Latency to vocalization and jump/flinch behaviors were scored as the nociceptive endpoints in mice in a grid-shock apparatus that delivered increasing shock levels through a grid floor. Morphine produced a dose-dependent increase in latency to vocalization and was equieffective at a 70- or 80-dB vocalization level. The jump/flinch behavior was not dose dependently modified by morphine. The mouse grid-shock procedure was pharmacologically characterized by using the 70-dB level endpoint. The antinociceptive potencies of the mu opioid receptor agonist analgesics, morphine, methadone, fentanyl, oxycodone, meperidine, etorphine and codeine, correlated well (R = .989) with their clinical doses. The mixed opioid agonist-antagonist, pentazocine, and the partial mu receptor opioid agonist, buprenorphine, were partially effective. The alpha-2 adrenergic agonists clonidine and flupirtine and the serotonergic 5-HT1B agonists 1-(m-trifluoromethyl)piperazine and anpirtoline, were all effective antinociceptives with potencies 20 times less to one-half that of morphine. The gamma-aminobutyric acid agonist 4,5,6,7-tetrahydroisoxazolo[5,4- c]pyridin-3(2H)-one was partially effective, whereas the gamma-aminobutyric acid uptake inhibitors SKF 100300A [N-(4,4-diphenyl-3-butenyl)-guvacine] and tiagabine were highly effective and 6 and 2 times less potent than morphine, respectively.
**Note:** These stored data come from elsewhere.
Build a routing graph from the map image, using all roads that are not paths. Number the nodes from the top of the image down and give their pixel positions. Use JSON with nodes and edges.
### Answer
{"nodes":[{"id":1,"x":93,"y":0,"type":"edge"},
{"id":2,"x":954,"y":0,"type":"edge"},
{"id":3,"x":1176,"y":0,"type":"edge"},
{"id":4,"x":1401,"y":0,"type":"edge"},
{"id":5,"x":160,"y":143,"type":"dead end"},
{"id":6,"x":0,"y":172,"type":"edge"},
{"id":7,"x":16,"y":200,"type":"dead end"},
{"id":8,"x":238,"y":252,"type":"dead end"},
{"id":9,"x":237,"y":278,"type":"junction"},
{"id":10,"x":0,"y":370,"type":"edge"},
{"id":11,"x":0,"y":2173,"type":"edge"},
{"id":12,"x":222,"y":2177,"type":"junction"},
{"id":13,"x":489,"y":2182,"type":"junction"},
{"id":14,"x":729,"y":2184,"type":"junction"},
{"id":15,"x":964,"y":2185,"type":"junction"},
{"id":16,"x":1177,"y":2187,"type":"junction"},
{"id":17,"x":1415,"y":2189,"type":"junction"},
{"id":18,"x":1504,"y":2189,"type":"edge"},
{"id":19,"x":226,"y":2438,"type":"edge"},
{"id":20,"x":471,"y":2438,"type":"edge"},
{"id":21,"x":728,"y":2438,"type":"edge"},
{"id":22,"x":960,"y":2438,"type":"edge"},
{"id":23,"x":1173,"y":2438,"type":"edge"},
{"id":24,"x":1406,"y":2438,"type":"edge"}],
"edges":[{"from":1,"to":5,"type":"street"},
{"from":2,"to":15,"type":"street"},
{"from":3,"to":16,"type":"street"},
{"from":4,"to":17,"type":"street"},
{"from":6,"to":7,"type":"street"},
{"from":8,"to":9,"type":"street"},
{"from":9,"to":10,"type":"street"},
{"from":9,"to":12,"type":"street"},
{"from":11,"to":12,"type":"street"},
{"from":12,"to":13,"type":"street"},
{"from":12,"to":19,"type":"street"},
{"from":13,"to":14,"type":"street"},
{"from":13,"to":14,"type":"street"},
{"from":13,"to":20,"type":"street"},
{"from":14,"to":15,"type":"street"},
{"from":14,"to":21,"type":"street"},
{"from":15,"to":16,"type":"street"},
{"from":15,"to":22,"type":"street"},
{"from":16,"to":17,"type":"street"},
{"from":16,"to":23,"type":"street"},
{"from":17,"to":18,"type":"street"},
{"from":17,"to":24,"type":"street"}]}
The muscarinic agonists, oxotremorine and arecoline, and the cholinesterase inhibitor, physostigmine, were also antinociceptive, ranging from 7 times less to 100 times more potent than morphine. The nonsteroidal anti-inflammatory analgesic, aspirin, was inactive. The present studies show that the latency to a defined level of vocalization as the nociceptive endpoint provides a reliable, highly reproducible and high through-put test for antinociception in nonrestrained mice.